Could you show all lines in the entries below that contain the string "Werbung"?

TASK INPUTS Block Start

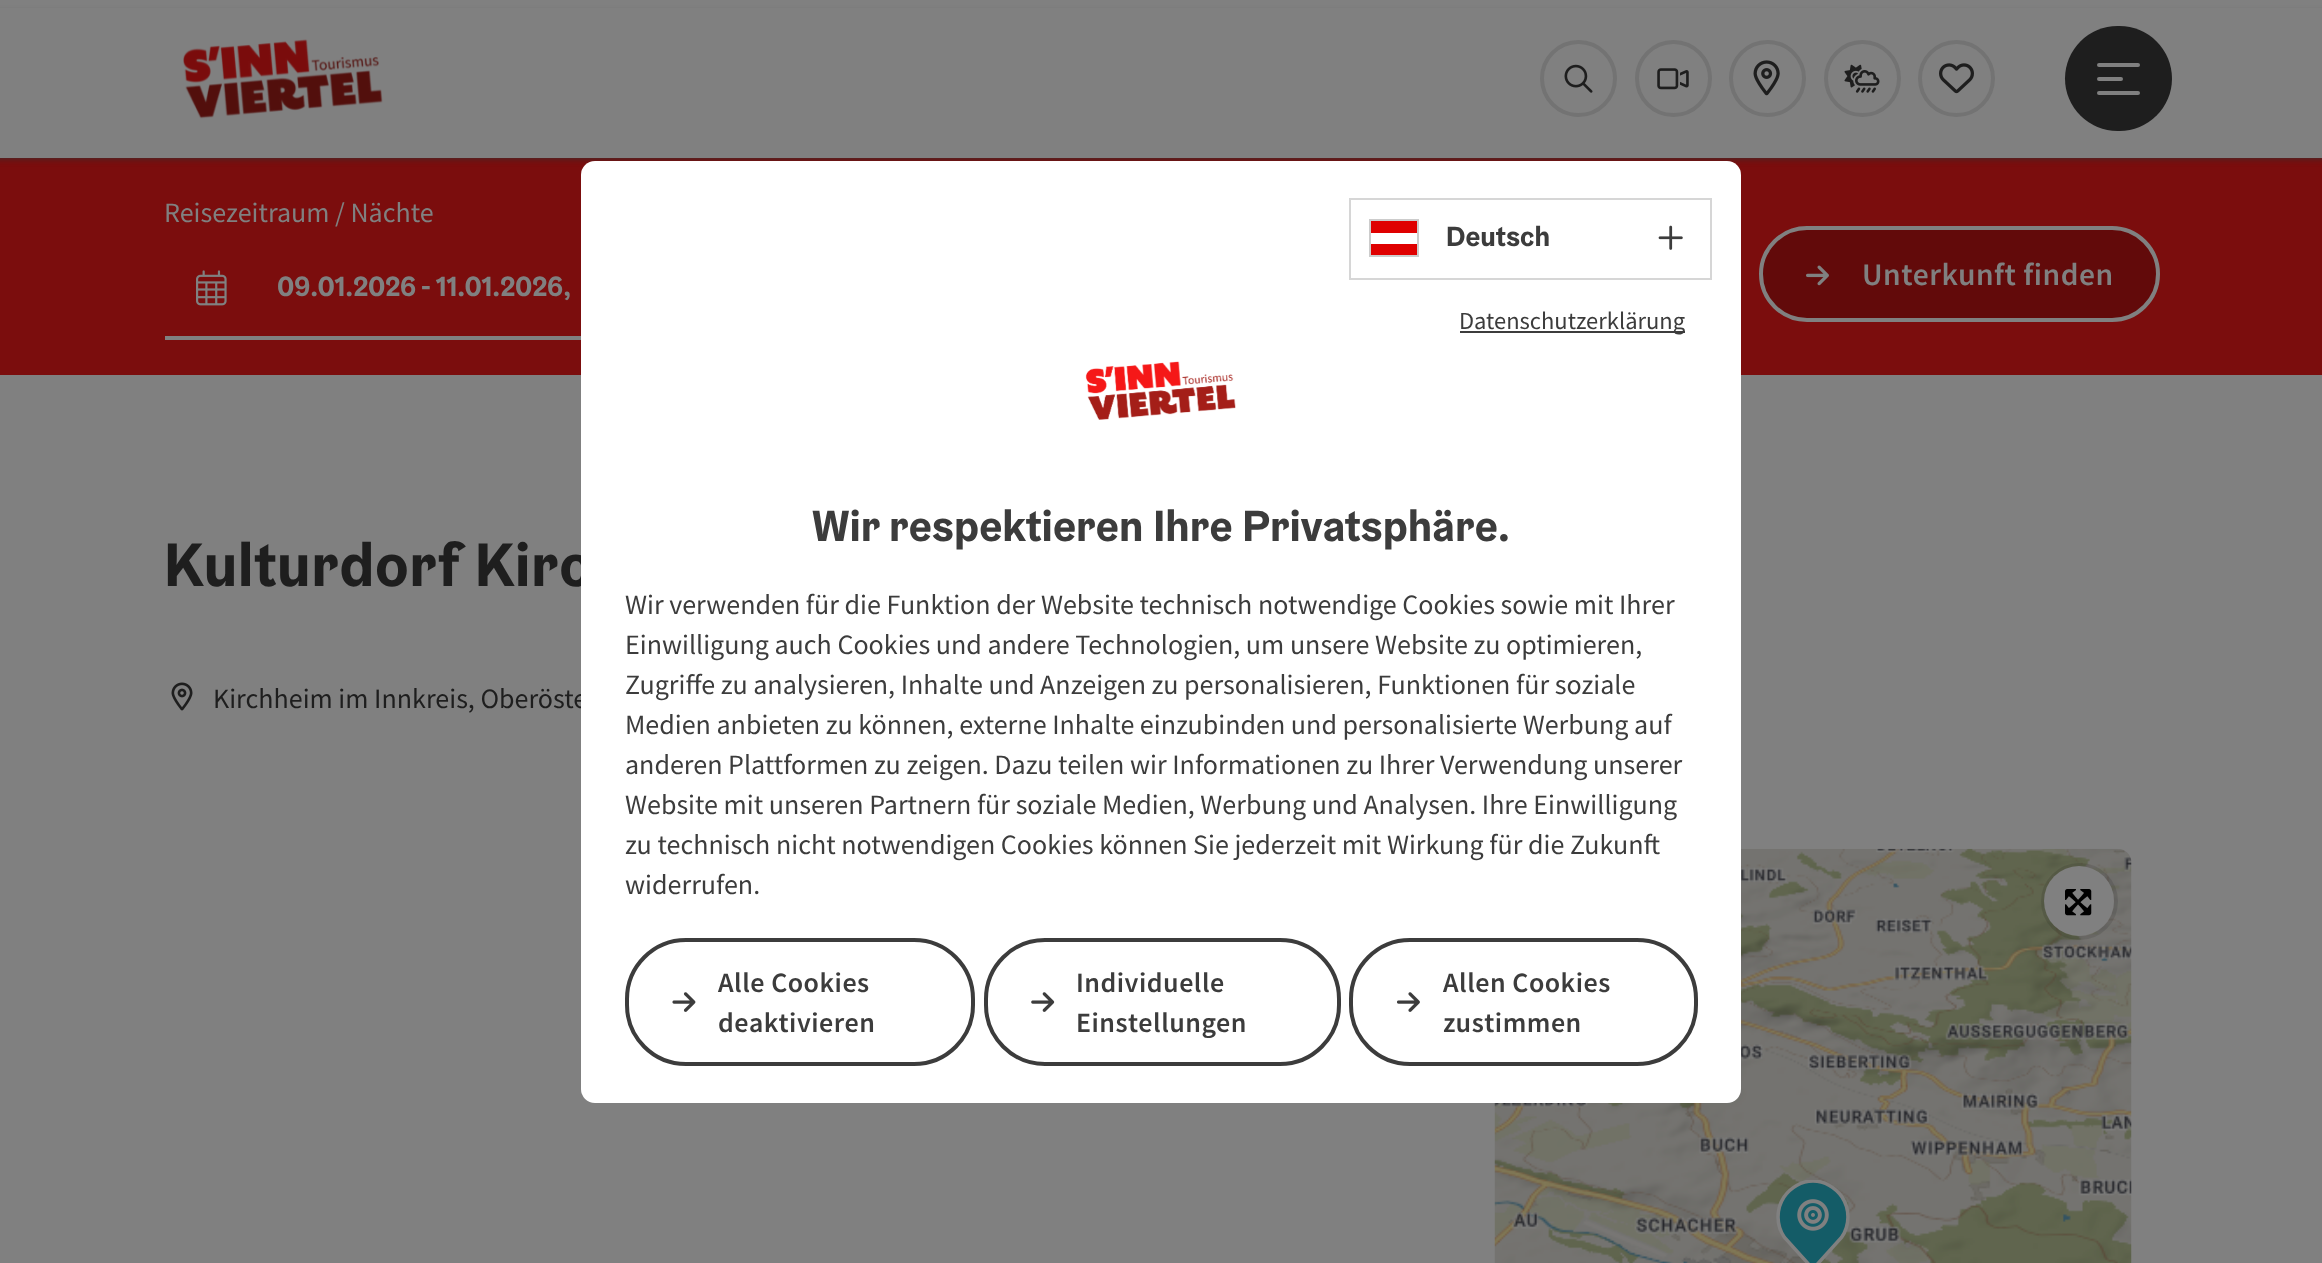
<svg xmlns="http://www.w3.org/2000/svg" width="2322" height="1263">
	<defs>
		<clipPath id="clip1"><rect x="1776" y="1180" width="74" height="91" /></clipPath>
	</defs>
	<rect width="100%" height="100%" fill="#808080" />
	<rect x="0" y="158" width="2322" height="217" fill="#7B0D0D" />
	<rect x="-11" y="14" width="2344" height="144" fill="#333333" filter="blur(3.5px)" />
	<rect x="0" y="8" width="2322" height="150" fill="#808080" />
	<image x="183" y="39" width="200" height="80" href="assets/img1.png" />
	<circle cx="1578.5" cy="78.5" r="36.5" fill="none" stroke="#737373" stroke-width="4" />
	<image x="1564" y="64" width="29" height="29" href="assets/img2.png" />
	<circle cx="1673.5" cy="78.5" r="36.5" fill="none" stroke="#737373" stroke-width="4" />
	<image x="1657" y="68" width="32" height="22" href="assets/img3.png" />
	<circle cx="1767.5" cy="78.5" r="36.5" fill="none" stroke="#737373" stroke-width="4" />
	<image x="1753" y="60" width="27" height="36" href="assets/img4.png" />
	<circle cx="1862.5" cy="78.5" r="36.5" fill="none" stroke="#737373" stroke-width="4" />
	<image x="1844" y="64" width="36" height="29" href="assets/img5.png" />
	<circle cx="1956.5" cy="78.5" r="36.5" fill="none" stroke="#737373" stroke-width="4" />
	<image x="1939" y="63" width="35" height="31" href="assets/img6.png" />
	<rect x="2065" y="26" width="107" height="105" rx="52.5" fill="#1E1E1E" />
	<rect x="2097" y="63" width="43" height="4" rx="2" fill="#808080" />
	<rect x="2097" y="77" width="26" height="4" rx="2" fill="#808080" />
	<rect x="2097" y="91" width="43" height="4" rx="2" fill="#808080" />
	<text x="164" y="222" font-family="Source Sans Pro" font-size="28" fill="#808080">Reisezeitraum / Nächte</text>
	<rect x="165" y="336" width="416" height="4" fill="#808080" />
	<image x="196" y="270" width="31" height="36" href="assets/img7.png" />
	<g font-family="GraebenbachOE" font-size="28" font-weight="700" fill="#808080">
		<text x="277" y="296">09.01.2026</text>
		<text x="421" y="296">- 11.01.2026,</text>
	</g>
	<rect x="1761" y="228" width="397" height="92" rx="46" fill="#620A0A" stroke="#808080" stroke-width="4" />
	<image x="1806" y="265" width="23" height="21" href="assets/img8.png" />
	<text x="1862" y="285" font-family="Source Sans Pro" font-size="31.5" font-weight="600" letter-spacing="0.5" fill="#808080">Unterkunft finden</text>
	<text x="164" y="586" font-family="GraebenbachOE" font-size="61.25" font-weight="700" letter-spacing="0.5" fill="#1E1E1E">Kulturdorf Kirc</text>
	<image x="171" y="682" width="22" height="29" href="assets/img9.png" />
	<text x="213" y="708" font-family="Source Sans Pro" font-size="28" fill="#1E1E1E">Kirchheim im Innkreis, Oberöste</text>
	<image x="1494" y="848" width="638" height="415" href="assets/img10.png" />
	<path d="M1813 1181C1801 1181 1790 1187 1784 1197C1776 1209 1776 1226 1785 1238L1813 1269L1841 1238C1850 1226 1850 1209 1842 1197C1836 1187 1825 1181 1813 1181Z" fill="#145C67" />
	<g clip-path="url(#clip1)">
		<path d="M1813 1181C1801.5 1181 1790.5 1187.5 1784 1197C1776 1209 1776 1225.5 1784.5 1237.5L1813 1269L1841.5 1237.5C1850 1225.5 1850 1209 1842 1197C1835.5 1187.5 1824.5 1181 1813 1181Z" fill="none" stroke="#808080" stroke-width="3.5" />
	</g>
	<image x="1797" y="1199" width="32" height="32" href="assets/img11.png" />
	<circle cx="2079.5" cy="901.5" r="36.5" fill="none" stroke="#000000" stroke-opacity="0.1" stroke-width="4" />
	<circle cx="2079" cy="901" r="35" fill="#808080" />
	<image x="2065" y="889" width="27" height="27" href="assets/img12.png" />
	<rect x="581" y="161" width="1160" height="942" rx="14" fill="#FFFFFF" />
	<rect x="1350" y="199" width="361" height="80" fill="none" stroke="#D6D6D6" stroke-width="2" />
	<path d="M1417 256H1371V244H1417ZM1417 233H1371V221H1417Z" fill="#DF0000" fill-rule="evenodd" />
	<rect x="1370" y="220" width="48" height="36" fill="none" stroke="#CCCCCC" stroke-width="2" />
	<text x="1446" y="246" font-family="GraebenbachOE" font-size="28" font-weight="700" fill="#3C3C3C">Deutsch</text>
	<image x="1658" y="225" width="25" height="25" href="assets/img13.png" />
	<rect x="1460" y="331" width="225" height="2" fill="#3C3C3C" />
	<text x="1459" y="329" font-family="Source Sans Pro" font-size="24.5" fill="#3C3C3C">Datenschutzerklärung</text>
	<image x="1085" y="361" width="151" height="59" href="assets/img14.png" />
	<text x="812" y="541" font-family="GraebenbachOE" font-size="43.75" font-weight="700" fill="#3C3C3C">Wir respektieren Ihre Privatsphäre.</text>
	<g font-family="Source Sans Pro" font-size="28" fill="#3C3C3C">
		<text x="625" y="614">Wir verwenden für die Funktion der Website technisch notwendige Cookies sowie mit Ihrer</text>
		<text x="625" y="654">Einwilligung auch Cookies und andere Technologien, um unsere Website zu optimieren,</text>
		<text x="625" y="694">Zugriffe zu analysieren, Inhalte und Anzeigen zu personalisieren, Funktionen für soziale</text>
		<text x="625" y="734">Medien anbieten zu können, externe Inhalte einzubinden und personalisierte Werbung auf</text>
		<text x="625" y="774">anderen Plattformen zu zeigen. Dazu teilen wir Informationen zu Ihrer Verwendung unserer</text>
		<text x="625" y="814">Website mit unseren Partnern für soziale Medien, Werbung und Analysen. Ihre Einwilligung</text>
		<text x="625" y="854">zu technisch nicht notwendigen Cookies können Sie jederzeit mit Wirkung für die Zukunft</text>
		<text x="625" y="894">widerrufen.</text>
	</g>
	<rect x="627" y="940" width="346" height="124" rx="59" fill="none" stroke="#3C3C3C" stroke-width="4" />
	<text x="718" y="992" font-family="Source Sans Pro" font-size="28" font-weight="600" letter-spacing="0.5" fill="#3C3C3C">Alle Cookies</text>
	<image x="672" y="992" width="24" height="20" href="assets/img15.png" />
	<text x="718" y="1032" font-family="Source Sans Pro" font-size="28" font-weight="600" letter-spacing="0.5" fill="#3C3C3C">deaktivieren</text>
	<rect x="986" y="940" width="353" height="124" rx="59" fill="none" stroke="#3C3C3C" stroke-width="4" />
	<text x="1076" y="992" font-family="Source Sans Pro" font-size="28" font-weight="600" letter-spacing="0.5" fill="#3C3C3C">Individuelle</text>
	<image x="1031" y="992" width="24" height="20" href="assets/img16.png" />
	<text x="1076" y="1032" font-family="Source Sans Pro" font-size="28" font-weight="600" letter-spacing="0.5" fill="#3C3C3C">Einstellungen</text>
	<rect x="1351" y="940" width="345" height="124" rx="59" fill="none" stroke="#3C3C3C" stroke-width="4" />
	<text x="1443" y="992" font-family="Source Sans Pro" font-size="28" font-weight="600" letter-spacing="0.5" fill="#3C3C3C">Allen Cookies</text>
	<image x="1397" y="992" width="23" height="20" href="assets/img17.png" />
	<text x="1443" y="1032" font-family="Source Sans Pro" font-size="28" font-weight="600" letter-spacing="0.5" fill="#3C3C3C">zustimmen</text>
</svg>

TASK INPUTS Block End

**ANSWER SECTION**
		<text x="625" y="734">Medien anbieten zu können, externe Inhalte einzubinden und personalisierte Werbung auf</text>
		<text x="625" y="814">Website mit unseren Partnern für soziale Medien, Werbung und Analysen. Ihre Einwilligung</text>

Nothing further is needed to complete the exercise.